--- Information provided Enclosed Below ---

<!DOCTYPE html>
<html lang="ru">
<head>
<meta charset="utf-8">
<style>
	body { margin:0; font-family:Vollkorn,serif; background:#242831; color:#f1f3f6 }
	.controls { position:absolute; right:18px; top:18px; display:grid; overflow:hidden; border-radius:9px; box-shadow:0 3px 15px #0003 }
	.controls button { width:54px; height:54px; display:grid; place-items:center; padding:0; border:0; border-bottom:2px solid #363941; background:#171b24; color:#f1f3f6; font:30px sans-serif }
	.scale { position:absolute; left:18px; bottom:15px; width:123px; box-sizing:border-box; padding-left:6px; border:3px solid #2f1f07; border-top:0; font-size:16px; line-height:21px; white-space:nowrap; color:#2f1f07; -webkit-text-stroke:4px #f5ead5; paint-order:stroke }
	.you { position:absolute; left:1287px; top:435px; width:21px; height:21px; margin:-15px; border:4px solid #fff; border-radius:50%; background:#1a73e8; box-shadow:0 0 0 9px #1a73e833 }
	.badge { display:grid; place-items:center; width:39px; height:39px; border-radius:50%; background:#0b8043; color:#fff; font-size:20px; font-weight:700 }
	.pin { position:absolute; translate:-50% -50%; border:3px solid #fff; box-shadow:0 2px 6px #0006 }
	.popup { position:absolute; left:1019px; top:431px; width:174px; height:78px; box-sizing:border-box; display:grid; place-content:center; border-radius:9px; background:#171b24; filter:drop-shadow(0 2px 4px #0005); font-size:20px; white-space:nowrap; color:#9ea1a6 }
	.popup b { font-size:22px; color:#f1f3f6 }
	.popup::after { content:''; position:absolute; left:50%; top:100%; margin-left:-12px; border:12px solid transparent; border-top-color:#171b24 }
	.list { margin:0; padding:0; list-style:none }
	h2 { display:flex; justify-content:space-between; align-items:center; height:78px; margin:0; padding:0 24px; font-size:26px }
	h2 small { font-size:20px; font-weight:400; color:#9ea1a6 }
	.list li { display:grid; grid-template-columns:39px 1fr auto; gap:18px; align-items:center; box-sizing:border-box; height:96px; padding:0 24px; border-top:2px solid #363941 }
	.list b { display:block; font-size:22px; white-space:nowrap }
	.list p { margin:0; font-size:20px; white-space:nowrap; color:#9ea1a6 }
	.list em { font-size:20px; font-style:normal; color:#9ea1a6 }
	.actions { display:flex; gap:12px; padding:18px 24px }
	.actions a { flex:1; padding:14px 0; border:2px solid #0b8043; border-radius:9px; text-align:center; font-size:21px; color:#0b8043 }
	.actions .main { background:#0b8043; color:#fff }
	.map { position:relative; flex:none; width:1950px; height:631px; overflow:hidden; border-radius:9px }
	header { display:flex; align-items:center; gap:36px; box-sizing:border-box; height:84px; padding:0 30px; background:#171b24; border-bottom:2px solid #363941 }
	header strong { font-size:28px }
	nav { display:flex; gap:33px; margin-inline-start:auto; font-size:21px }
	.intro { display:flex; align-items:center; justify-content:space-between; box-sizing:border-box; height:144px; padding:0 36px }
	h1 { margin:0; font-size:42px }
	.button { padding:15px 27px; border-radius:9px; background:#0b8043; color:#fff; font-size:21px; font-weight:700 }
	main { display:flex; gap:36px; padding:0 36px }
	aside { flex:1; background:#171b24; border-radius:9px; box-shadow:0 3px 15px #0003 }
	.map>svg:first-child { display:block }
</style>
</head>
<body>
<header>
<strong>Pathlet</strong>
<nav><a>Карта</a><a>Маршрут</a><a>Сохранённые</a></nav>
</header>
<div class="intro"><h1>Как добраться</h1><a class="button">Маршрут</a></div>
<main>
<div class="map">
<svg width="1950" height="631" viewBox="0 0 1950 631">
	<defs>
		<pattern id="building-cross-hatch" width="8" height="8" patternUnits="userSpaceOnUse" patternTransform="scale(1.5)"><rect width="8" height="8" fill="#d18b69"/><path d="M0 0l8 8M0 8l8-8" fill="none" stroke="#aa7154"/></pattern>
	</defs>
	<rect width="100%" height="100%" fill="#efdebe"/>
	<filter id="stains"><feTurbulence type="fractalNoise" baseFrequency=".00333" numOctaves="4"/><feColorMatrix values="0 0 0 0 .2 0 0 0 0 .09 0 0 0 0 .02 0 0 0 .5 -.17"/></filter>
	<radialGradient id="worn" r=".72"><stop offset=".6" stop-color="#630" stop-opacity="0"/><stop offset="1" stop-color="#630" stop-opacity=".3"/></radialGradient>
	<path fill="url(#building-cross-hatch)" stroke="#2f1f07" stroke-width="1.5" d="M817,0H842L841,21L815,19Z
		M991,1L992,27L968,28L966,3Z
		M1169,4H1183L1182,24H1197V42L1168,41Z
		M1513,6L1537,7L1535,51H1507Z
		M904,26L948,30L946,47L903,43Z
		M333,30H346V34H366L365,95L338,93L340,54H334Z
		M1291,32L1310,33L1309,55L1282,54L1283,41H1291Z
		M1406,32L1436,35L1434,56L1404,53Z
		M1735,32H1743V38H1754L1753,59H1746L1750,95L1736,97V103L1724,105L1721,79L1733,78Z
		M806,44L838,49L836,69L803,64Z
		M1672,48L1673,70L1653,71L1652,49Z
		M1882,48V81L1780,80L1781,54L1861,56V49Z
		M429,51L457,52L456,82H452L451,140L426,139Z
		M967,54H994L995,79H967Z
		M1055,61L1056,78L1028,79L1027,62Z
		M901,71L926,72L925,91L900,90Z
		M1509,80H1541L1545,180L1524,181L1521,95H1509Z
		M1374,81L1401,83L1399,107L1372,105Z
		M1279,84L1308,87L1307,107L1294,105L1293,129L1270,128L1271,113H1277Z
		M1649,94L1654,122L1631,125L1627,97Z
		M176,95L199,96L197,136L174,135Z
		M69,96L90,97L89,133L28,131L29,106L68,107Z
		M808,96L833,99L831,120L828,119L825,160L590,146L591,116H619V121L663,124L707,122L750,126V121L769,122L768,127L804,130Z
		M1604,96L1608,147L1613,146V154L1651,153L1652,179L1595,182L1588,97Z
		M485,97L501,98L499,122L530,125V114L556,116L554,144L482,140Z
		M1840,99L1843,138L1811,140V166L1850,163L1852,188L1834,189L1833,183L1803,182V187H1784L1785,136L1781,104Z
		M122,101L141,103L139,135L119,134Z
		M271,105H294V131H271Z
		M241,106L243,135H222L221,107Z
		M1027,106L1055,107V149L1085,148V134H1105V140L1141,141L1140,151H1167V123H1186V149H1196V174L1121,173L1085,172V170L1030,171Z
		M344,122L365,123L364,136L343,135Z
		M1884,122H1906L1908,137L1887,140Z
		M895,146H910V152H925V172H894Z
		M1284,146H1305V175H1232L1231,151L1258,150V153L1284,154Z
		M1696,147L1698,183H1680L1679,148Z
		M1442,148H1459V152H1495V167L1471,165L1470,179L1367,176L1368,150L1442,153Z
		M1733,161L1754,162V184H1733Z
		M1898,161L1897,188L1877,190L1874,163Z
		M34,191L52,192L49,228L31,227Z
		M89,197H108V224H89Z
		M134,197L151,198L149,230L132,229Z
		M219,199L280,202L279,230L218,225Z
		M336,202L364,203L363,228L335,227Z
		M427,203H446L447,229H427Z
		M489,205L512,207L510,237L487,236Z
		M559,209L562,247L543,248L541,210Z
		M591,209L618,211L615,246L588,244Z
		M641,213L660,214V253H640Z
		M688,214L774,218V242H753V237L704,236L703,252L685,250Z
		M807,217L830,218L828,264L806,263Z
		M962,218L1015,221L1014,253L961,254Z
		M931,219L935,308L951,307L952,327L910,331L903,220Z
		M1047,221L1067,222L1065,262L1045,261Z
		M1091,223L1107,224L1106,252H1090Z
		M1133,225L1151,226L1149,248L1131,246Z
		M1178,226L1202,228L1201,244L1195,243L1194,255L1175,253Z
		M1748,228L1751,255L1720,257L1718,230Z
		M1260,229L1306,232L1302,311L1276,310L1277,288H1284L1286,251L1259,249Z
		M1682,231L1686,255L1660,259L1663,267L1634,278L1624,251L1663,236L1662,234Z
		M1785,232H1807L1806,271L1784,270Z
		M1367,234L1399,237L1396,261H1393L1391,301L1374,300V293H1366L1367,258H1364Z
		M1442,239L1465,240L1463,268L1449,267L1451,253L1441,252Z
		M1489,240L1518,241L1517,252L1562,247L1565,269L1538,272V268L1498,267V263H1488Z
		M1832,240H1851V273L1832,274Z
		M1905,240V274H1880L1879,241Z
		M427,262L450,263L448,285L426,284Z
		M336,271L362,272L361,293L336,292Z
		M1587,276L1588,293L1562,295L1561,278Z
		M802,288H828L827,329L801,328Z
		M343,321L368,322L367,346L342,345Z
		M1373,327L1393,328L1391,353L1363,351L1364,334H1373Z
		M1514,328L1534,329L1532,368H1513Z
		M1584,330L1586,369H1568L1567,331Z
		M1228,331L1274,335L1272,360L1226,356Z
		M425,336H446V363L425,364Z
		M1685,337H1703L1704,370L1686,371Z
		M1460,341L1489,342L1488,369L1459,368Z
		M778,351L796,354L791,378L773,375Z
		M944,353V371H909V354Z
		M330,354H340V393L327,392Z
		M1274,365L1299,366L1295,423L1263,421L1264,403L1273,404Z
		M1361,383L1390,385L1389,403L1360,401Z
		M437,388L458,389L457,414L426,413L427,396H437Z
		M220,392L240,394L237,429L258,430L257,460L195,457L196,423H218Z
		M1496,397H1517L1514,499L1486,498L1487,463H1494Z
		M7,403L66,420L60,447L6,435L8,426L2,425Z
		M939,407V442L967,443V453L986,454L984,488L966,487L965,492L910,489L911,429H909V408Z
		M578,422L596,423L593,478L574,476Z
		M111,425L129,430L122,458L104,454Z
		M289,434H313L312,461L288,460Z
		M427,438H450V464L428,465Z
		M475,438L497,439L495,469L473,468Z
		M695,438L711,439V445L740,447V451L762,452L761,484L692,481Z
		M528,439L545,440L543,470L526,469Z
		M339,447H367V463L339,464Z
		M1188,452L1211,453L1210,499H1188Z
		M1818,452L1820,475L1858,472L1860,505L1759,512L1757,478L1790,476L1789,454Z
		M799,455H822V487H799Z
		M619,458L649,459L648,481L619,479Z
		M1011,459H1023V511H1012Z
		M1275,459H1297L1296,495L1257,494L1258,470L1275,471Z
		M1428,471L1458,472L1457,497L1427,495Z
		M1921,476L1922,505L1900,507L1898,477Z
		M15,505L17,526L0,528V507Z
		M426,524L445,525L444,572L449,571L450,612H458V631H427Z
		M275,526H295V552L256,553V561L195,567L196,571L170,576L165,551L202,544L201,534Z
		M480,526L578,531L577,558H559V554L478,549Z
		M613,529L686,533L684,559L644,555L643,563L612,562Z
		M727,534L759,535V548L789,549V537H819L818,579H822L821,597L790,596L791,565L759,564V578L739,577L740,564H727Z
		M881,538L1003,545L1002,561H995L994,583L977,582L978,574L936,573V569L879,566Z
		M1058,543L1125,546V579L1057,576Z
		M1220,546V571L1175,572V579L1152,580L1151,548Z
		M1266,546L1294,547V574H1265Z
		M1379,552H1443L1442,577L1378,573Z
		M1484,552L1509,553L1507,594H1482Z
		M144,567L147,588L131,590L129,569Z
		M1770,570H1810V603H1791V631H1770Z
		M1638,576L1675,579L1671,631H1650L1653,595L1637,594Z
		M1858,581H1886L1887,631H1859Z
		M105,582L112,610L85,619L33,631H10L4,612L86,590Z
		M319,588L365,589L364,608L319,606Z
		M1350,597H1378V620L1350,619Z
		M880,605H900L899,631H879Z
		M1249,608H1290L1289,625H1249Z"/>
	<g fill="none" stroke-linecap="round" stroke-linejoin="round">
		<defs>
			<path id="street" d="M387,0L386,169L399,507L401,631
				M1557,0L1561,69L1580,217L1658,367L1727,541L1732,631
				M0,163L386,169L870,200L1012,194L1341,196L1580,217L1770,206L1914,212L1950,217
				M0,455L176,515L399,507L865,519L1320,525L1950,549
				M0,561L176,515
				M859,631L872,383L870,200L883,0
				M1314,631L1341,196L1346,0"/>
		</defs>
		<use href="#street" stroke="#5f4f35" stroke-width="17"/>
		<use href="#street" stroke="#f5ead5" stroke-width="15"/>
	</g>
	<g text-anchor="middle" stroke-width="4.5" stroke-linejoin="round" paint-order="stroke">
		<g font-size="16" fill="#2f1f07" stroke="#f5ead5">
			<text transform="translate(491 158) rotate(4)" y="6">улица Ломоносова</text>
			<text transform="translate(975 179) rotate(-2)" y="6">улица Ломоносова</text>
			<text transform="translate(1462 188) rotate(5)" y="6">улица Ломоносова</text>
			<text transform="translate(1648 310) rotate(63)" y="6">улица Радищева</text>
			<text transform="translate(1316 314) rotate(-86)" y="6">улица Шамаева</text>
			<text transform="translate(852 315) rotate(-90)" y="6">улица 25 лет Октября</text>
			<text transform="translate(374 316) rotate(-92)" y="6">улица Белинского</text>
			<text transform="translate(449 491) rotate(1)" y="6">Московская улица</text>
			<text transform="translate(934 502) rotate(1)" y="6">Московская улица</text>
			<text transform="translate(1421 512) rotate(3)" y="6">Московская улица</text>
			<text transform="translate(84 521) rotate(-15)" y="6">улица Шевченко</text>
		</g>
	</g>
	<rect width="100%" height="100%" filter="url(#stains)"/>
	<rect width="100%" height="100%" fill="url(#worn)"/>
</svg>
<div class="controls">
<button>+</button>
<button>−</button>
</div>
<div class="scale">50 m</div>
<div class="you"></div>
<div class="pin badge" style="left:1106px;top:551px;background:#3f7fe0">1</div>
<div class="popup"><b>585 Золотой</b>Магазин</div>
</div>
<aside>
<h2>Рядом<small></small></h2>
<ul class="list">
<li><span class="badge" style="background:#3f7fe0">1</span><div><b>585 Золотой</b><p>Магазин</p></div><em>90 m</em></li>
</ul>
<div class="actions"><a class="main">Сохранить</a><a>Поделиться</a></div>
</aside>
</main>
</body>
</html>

--- End of Enclosed Information provided ---

— Task requirements —
If a line of the listing above holds the string "worn", copy it.

— Task response —
	<radialGradient id="worn" r=".72"><stop offset=".6" stop-color="#630" stop-opacity="0"/><stop offset="1" stop-color="#630" stop-opacity=".3"/></radialGradient>
	<rect width="100%" height="100%" fill="url(#worn)"/>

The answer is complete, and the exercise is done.